Кафка надолго замолчал. Ничего не происходило.
Наконец Бут поинтересовался:
– И что же дальше?
– Не знаю, – ответил канцелярист, пожав плечами. – В некотором смысле это зависит от вас.
– Хотя бы скажите, что мне делать. Для начала.
– Да что душе угодно! Тут все к вашим услугам. Немыслимый выбор. Почти без ограничений. Есть то, о чем вы не могли и мечтать. Только надо немного привыкнуть. Поверьте, это не такое уж плохое местечко, каким его описывали дилетанты. Но вы и сами скоро убедитесь. Наслаждайтесь собой, так сказать, в чистом виде. Скучно не будет – это я вам обещаю. Да, чуть не забыл! Одно маленькое предупреждение: никакой писанины!
Бут изобразил на своем лице вежливое недоумение. Кафка улыбнулся:
– Не думали же вы в самом деле, что вам и здесь разрешат заниматься этим?
– Признаться, именно так я и думал, – возразил Бут, сочтя «одно маленькое предупреждение» не слишком удачной шуткой.
– Вот поэтому я вас и предупреждаю. Без глупостей! Да и кому, собственно, вы собирались тут засорять мозги? Не мне же, черт подери?! Я книг вообще не читаю.
Бут был озадачен – и это еще слабо сказано.
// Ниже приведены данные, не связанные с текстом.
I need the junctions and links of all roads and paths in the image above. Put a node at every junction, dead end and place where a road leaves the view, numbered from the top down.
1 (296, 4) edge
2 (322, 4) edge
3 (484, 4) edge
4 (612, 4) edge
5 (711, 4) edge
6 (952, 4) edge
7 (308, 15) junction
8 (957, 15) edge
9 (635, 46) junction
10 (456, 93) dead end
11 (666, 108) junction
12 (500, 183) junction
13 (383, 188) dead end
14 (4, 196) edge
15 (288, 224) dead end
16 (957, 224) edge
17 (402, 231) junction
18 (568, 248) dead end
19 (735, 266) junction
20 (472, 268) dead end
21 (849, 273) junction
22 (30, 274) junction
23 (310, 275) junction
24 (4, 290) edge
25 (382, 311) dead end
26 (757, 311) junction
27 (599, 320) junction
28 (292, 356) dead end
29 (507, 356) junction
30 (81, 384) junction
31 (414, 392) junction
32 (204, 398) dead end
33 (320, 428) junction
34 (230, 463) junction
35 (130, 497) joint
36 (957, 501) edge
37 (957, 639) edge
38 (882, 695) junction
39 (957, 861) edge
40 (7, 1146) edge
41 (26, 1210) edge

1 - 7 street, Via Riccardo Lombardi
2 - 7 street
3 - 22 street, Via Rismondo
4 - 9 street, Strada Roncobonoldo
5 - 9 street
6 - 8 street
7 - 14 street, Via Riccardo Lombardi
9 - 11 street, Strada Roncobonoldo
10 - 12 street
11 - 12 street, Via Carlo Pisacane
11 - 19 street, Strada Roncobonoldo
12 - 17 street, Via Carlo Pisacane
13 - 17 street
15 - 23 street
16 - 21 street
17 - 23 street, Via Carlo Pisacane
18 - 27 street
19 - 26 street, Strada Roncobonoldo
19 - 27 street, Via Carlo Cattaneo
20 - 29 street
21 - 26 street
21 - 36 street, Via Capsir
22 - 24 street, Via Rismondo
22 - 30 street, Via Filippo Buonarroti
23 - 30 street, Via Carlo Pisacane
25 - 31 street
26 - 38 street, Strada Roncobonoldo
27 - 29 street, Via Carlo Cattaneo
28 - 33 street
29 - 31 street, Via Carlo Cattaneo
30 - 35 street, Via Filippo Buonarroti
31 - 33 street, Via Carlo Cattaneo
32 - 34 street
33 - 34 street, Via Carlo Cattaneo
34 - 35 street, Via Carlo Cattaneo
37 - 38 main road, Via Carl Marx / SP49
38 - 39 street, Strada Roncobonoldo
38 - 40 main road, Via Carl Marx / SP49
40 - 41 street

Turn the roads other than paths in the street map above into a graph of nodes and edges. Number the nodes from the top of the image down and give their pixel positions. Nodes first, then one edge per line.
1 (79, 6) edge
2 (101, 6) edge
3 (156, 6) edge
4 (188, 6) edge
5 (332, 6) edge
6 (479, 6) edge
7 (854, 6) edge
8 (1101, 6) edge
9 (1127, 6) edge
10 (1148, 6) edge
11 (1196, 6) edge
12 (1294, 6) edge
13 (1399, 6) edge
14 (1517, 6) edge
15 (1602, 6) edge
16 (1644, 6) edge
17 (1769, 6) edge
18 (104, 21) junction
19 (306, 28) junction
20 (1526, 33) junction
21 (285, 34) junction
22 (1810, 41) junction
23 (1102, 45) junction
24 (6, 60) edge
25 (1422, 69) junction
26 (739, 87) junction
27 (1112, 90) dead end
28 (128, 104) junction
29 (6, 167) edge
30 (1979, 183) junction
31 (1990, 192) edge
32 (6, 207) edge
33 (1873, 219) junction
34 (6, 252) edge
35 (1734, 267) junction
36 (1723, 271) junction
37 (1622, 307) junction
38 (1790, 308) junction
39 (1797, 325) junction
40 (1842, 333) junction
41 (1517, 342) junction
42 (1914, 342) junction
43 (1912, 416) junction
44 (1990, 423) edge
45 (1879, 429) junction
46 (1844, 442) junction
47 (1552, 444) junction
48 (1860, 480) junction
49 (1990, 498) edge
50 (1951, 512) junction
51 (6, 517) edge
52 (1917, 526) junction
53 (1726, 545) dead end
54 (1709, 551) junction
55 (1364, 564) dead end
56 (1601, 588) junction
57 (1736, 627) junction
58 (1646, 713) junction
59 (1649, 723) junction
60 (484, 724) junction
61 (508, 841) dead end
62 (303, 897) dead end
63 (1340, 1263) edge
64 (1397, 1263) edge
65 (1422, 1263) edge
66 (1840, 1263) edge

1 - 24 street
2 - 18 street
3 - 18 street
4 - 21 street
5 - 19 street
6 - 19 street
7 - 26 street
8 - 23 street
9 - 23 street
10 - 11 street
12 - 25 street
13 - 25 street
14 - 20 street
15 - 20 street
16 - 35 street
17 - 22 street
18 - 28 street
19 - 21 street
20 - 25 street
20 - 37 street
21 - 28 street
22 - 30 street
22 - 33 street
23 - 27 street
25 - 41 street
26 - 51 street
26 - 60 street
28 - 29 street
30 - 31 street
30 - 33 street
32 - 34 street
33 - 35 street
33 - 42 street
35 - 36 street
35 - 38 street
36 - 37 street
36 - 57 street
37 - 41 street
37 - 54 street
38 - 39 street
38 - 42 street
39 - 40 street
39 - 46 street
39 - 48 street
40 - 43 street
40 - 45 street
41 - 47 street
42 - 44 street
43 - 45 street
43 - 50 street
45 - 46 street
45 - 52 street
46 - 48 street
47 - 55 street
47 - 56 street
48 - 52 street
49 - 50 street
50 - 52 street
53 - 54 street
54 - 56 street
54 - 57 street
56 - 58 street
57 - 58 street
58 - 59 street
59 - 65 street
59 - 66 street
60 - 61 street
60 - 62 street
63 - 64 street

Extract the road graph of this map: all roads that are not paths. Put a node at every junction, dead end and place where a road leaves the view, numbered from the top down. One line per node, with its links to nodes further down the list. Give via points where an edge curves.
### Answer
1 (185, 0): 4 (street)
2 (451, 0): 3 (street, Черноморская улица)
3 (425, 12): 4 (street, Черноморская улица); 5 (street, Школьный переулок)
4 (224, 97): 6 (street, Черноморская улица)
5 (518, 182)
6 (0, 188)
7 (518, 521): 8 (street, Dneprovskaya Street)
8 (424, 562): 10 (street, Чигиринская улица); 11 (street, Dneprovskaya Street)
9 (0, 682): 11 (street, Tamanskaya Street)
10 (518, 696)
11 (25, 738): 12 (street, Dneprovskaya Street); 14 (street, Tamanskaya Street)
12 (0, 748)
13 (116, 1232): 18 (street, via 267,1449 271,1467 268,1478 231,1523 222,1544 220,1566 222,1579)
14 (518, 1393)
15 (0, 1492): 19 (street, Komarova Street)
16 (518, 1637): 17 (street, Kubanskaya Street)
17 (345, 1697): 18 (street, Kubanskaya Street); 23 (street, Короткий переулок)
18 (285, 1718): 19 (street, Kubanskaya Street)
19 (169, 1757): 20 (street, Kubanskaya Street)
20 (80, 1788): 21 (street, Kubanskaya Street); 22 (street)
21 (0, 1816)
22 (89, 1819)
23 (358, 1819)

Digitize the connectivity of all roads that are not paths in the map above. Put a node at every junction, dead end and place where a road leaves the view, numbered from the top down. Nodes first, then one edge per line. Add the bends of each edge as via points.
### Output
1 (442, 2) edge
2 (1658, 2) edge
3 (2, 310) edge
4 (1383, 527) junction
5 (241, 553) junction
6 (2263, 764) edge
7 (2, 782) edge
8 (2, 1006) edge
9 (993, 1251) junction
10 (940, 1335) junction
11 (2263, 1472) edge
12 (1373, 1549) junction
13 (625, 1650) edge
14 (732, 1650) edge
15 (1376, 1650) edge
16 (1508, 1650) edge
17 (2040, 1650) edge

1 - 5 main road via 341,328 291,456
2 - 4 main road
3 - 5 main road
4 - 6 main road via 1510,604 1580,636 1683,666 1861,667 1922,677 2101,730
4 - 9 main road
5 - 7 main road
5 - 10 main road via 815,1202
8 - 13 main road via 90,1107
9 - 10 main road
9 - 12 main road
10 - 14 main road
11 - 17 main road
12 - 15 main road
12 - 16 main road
Он был неприятно поражен нелепостью выдвинутого требования. Вроде бы он при жизни наигрался в дурацкие игры, а теперь ему предлагали новую. И для начала он попытался хотя бы выяснить правила.
– А если я все-таки рискну? – спросил он и сразу же понял, что это прозвучало легкомысленно.
Кафка улыбнулся еще шире. Не переставая улыбаться, он покачал головой, будто в шутку сокрушаясь от того, что ему попался настолько непонятливый клиент.
– Обожаю эту работу! – заметил он, вскакивая из-за стола. – Пойдемте-ка, я вам кое-что покажу.
И показал.
* * *Снова был коридор – никуда не ведущий до тех пор, пока будто по заказу подсознания не возник очередной тупик. В тупике была дверь – еще один клапан в котле безысходности. Кафка последовательно открыл три замка и налег на тяжелую створку.
– Наша психушка, – объяснил он. – Вот и первый сюрприз. Держу пари, вы не ожидали увидеть здесь ничего подобного.
Да, Бут не ожидал. О стерильности речи уже не было. Особенно он не ожидал увидеть тут клетку, похожую на медвежью, от которой за десяток шагов несло кровью, калом и мочой. Вначале Бут даже не заметил обитателя ближайшей камеры или, если угодно, палаты – и немудрено: в глаза первым делом бросались стены, сплошь покрытые коричневыми письменами. Поверх старых, высохших надписей шли новые – вот откуда брался один из компонентов будоражащего запаха! – и уже нельзя было разобрать ни единого слова этой мрачной абракадабры, однако почти голый человек со спутанной бородой, стоявший в глубине камеры, продолжал с маниакальным упорством водить по стене пальцем, макая его в собственную кровь.